■ **Recorded data**:
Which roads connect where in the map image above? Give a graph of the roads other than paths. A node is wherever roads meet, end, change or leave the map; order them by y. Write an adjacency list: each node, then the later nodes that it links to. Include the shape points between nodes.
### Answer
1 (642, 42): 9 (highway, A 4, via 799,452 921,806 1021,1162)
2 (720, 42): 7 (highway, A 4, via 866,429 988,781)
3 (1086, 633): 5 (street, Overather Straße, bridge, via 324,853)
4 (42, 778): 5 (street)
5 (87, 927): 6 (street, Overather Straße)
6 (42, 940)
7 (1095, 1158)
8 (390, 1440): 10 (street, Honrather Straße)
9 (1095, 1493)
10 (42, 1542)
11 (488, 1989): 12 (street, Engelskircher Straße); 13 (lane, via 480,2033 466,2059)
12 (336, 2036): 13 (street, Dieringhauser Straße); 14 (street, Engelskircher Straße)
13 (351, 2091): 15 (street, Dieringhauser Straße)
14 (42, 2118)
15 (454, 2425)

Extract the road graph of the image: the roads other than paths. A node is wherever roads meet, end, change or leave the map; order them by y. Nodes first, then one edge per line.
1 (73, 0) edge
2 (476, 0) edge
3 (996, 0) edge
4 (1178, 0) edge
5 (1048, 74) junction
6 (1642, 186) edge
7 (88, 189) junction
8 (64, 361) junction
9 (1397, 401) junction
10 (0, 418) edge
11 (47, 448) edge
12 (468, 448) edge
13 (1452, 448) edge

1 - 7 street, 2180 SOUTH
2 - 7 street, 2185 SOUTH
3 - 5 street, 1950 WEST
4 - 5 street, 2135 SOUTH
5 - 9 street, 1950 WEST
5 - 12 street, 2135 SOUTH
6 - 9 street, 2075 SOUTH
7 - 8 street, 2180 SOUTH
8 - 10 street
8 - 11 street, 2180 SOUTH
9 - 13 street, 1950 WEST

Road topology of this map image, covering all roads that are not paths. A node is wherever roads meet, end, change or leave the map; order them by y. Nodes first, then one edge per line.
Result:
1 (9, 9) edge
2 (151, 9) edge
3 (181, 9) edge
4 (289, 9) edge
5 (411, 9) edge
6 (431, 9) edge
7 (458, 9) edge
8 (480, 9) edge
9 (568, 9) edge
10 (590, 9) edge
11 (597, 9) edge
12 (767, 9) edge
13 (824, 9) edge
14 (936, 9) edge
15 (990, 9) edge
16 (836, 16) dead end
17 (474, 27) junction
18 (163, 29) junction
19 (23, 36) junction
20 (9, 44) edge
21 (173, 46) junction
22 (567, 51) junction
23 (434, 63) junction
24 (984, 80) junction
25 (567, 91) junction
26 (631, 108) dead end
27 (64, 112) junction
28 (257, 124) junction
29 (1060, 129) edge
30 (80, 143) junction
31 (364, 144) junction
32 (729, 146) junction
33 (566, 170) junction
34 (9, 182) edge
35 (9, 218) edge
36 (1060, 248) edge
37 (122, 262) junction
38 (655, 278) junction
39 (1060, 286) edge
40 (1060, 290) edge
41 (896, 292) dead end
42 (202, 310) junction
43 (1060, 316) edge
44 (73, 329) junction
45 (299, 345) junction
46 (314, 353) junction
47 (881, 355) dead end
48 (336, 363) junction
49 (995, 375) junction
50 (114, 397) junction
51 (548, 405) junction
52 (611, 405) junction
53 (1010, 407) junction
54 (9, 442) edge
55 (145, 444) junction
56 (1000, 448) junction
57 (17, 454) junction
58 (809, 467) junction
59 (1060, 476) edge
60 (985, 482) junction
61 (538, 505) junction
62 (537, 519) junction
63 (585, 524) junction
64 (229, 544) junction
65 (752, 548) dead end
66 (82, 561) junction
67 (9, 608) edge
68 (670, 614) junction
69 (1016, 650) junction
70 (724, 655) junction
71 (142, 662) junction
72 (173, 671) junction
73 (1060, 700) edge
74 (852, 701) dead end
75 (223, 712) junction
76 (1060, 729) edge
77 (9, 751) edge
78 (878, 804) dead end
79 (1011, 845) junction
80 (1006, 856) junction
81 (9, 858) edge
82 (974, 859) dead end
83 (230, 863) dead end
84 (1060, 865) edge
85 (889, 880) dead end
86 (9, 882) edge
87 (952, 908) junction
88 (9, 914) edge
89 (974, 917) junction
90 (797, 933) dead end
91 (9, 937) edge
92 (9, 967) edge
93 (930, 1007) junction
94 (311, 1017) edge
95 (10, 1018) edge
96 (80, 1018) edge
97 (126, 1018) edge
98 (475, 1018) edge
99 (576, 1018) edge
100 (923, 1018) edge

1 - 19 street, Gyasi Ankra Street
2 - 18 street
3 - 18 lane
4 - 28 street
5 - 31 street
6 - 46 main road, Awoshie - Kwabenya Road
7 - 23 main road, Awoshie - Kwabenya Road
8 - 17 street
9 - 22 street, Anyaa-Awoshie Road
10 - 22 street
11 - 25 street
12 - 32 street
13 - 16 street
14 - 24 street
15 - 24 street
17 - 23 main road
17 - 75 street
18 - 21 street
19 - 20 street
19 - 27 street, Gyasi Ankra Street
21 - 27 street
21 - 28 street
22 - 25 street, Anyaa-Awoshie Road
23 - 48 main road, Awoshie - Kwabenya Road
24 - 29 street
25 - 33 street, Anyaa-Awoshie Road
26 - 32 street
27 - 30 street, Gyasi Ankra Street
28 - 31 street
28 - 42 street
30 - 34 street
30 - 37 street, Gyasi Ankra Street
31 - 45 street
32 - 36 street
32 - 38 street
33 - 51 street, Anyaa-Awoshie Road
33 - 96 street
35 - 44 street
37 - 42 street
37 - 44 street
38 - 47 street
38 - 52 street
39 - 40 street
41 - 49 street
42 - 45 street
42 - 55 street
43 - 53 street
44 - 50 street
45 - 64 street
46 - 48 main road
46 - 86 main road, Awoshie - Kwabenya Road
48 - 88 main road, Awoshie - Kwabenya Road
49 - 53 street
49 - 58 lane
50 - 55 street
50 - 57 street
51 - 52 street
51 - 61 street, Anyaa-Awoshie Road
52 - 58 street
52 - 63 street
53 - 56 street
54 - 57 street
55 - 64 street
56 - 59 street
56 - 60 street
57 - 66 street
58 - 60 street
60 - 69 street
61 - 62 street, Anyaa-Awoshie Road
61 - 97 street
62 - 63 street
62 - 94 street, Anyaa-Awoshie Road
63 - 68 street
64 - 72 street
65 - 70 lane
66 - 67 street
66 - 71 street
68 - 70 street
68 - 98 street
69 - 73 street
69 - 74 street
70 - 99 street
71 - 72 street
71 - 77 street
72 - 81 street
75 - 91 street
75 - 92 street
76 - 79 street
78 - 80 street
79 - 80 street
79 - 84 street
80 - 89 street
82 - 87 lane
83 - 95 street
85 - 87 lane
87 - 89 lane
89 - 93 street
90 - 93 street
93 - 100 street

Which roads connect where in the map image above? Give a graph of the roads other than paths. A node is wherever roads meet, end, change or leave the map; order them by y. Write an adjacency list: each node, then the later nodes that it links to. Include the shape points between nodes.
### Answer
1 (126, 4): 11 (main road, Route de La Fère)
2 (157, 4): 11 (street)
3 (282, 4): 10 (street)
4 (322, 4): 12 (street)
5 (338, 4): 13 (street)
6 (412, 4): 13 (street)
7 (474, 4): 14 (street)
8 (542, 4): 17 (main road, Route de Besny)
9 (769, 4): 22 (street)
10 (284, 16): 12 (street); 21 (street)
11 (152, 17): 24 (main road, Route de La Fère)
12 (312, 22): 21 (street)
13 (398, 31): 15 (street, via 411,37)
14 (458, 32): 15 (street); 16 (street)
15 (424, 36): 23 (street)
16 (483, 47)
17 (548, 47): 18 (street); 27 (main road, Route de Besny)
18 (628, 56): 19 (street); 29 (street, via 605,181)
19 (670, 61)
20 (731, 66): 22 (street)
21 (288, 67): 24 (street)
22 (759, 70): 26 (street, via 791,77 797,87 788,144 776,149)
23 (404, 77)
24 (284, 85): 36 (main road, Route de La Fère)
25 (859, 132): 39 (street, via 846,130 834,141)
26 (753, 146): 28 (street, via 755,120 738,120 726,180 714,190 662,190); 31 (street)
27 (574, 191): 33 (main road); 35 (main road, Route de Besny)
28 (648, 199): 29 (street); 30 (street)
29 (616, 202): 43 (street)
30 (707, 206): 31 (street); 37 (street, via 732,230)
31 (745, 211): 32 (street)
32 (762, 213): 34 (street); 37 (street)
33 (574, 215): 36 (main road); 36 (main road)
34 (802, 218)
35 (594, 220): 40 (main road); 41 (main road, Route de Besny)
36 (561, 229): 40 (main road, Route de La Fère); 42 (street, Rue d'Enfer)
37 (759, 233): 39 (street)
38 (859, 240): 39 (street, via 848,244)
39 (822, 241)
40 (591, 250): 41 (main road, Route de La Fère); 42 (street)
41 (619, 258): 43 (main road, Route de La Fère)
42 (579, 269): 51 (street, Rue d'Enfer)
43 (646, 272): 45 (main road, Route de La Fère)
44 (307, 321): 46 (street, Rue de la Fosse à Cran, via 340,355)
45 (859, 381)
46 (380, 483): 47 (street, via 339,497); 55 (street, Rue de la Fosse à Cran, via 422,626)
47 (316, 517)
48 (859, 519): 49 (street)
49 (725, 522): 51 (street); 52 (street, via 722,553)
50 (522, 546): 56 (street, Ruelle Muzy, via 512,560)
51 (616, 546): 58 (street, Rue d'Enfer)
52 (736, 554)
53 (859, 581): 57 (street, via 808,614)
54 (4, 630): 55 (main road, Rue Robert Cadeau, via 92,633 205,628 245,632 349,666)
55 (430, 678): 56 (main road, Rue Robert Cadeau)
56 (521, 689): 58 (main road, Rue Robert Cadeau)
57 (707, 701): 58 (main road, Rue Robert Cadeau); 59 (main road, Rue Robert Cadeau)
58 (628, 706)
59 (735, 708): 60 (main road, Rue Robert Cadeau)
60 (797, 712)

■ **PROBLEM REQUIREMENTS**: Using the records above, set down exactly the lines from the one with "Extract the road" through the one with "Road topology of", inclusive, and nothing more.

■ **WRITTEN ANSWER**:
Extract the road graph of the image: the roads other than paths. A node is wherever roads meet, end, change or leave the map; order them by y. Nodes first, then one edge per line.
1 (73, 0) edge
2 (476, 0) edge
3 (996, 0) edge
4 (1178, 0) edge
5 (1048, 74) junction
6 (1642, 186) edge
7 (88, 189) junction
8 (64, 361) junction
9 (1397, 401) junction
10 (0, 418) edge
11 (47, 448) edge
12 (468, 448) edge
13 (1452, 448) edge

1 - 7 street, 2180 SOUTH
2 - 7 street, 2185 SOUTH
3 - 5 street, 1950 WEST
4 - 5 street, 2135 SOUTH
5 - 9 street, 1950 WEST
5 - 12 street, 2135 SOUTH
6 - 9 street, 2075 SOUTH
7 - 8 street, 2180 SOUTH
8 - 10 street
8 - 11 street, 2180 SOUTH
9 - 13 street, 1950 WEST

Road topology of this map image, covering all roads that are not paths. A node is wherever roads meet, end, change or leave the map; order them by y. Nodes first, then one edge per line.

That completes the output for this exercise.